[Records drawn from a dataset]
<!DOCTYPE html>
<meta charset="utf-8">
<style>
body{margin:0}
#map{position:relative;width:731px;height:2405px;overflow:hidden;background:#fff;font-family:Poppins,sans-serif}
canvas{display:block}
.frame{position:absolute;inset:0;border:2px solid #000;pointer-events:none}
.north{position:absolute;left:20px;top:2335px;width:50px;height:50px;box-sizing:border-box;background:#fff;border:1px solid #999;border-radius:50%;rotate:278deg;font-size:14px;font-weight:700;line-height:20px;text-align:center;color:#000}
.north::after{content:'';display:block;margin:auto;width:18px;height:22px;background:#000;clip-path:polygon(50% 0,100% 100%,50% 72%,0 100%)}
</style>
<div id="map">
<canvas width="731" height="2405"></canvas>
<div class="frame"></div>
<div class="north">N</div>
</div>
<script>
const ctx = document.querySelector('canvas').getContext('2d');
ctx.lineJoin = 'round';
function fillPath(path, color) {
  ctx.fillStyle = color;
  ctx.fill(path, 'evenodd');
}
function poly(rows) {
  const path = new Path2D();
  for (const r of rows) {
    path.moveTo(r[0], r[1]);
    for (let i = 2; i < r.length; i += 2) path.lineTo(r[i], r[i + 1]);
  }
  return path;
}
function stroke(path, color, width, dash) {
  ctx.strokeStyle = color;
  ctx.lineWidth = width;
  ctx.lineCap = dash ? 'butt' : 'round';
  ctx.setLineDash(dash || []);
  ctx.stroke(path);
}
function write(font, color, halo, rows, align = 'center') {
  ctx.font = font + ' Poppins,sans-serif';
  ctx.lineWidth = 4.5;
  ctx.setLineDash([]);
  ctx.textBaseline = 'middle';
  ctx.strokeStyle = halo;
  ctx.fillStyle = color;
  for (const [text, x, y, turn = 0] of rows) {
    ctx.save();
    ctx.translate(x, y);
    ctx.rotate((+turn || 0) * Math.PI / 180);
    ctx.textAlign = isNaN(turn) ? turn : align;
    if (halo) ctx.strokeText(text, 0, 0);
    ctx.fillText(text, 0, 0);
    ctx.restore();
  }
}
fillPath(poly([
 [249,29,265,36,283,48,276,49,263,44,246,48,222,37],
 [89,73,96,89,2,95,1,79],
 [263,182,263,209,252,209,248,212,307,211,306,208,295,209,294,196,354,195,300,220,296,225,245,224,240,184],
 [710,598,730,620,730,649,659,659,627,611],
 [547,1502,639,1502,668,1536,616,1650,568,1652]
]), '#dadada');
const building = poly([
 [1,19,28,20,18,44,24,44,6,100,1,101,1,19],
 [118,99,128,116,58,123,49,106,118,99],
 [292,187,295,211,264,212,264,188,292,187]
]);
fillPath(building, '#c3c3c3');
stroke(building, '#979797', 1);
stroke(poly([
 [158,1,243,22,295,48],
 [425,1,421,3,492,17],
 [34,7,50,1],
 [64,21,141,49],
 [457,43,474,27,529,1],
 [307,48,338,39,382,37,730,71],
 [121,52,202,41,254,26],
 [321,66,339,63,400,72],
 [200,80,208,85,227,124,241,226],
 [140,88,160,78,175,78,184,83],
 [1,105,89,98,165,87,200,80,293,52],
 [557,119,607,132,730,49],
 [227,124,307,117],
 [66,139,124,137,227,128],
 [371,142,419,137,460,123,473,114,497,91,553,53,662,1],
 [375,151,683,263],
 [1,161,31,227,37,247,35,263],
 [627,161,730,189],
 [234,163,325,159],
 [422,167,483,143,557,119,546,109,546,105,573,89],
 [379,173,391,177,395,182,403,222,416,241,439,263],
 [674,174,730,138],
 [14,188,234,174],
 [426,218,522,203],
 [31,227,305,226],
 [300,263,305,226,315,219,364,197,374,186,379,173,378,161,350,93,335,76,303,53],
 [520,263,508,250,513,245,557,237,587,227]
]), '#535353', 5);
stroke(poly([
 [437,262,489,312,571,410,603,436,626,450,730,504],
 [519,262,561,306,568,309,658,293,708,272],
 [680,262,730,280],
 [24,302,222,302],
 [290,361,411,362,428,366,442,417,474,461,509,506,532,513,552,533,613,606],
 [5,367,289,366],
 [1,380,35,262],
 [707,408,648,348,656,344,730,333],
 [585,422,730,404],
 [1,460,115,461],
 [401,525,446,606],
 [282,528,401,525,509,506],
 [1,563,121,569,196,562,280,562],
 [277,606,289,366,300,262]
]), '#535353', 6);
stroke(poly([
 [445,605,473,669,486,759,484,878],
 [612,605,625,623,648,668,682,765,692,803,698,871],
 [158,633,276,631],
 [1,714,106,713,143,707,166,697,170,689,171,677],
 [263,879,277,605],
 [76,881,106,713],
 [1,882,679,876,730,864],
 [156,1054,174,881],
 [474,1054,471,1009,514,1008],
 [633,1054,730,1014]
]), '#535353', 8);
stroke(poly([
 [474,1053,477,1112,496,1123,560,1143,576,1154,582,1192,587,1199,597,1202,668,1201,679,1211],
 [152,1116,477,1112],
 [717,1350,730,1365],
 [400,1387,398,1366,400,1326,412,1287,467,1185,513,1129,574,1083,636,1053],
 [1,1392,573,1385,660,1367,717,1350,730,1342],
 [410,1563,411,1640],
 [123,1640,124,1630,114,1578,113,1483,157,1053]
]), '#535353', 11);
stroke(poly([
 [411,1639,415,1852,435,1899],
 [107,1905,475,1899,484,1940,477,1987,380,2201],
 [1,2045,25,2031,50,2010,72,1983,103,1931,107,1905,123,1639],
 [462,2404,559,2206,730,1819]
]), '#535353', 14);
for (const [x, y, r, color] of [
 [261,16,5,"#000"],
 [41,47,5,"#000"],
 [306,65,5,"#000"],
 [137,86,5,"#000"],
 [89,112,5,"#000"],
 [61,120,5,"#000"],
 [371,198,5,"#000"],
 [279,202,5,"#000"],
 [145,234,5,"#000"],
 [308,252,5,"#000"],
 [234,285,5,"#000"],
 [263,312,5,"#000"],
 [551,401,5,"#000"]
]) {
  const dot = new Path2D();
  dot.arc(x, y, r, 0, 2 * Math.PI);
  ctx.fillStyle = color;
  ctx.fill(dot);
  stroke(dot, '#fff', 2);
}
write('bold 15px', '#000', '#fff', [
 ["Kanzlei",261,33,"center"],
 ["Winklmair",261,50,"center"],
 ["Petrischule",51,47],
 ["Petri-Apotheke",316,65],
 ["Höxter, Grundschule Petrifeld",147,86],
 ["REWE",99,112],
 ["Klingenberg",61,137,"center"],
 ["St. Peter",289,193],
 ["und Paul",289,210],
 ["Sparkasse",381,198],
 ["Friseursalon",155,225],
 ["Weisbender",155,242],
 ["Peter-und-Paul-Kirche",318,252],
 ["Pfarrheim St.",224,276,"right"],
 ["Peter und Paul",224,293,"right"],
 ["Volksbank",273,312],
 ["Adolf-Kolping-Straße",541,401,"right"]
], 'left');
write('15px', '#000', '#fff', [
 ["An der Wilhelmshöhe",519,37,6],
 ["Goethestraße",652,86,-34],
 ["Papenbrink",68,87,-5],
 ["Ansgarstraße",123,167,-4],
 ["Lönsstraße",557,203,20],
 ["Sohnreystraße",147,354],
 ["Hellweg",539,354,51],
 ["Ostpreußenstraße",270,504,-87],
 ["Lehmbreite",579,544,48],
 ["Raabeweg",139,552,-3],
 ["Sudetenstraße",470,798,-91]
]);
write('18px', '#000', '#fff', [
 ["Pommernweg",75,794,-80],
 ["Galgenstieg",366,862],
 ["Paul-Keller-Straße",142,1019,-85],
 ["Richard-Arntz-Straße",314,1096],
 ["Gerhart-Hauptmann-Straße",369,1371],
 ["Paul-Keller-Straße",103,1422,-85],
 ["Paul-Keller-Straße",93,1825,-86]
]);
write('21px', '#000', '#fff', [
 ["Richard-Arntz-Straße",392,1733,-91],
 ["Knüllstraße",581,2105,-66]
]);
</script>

[GOAL OF THE EXERCISE]: Copy out each line of the data that holds the string "right".

[TASK RESULT]:
 ["Pfarrheim St.",224,276,"right"],
 ["Peter und Paul",224,293,"right"],
 ["Adolf-Kolping-Straße",541,401,"right"]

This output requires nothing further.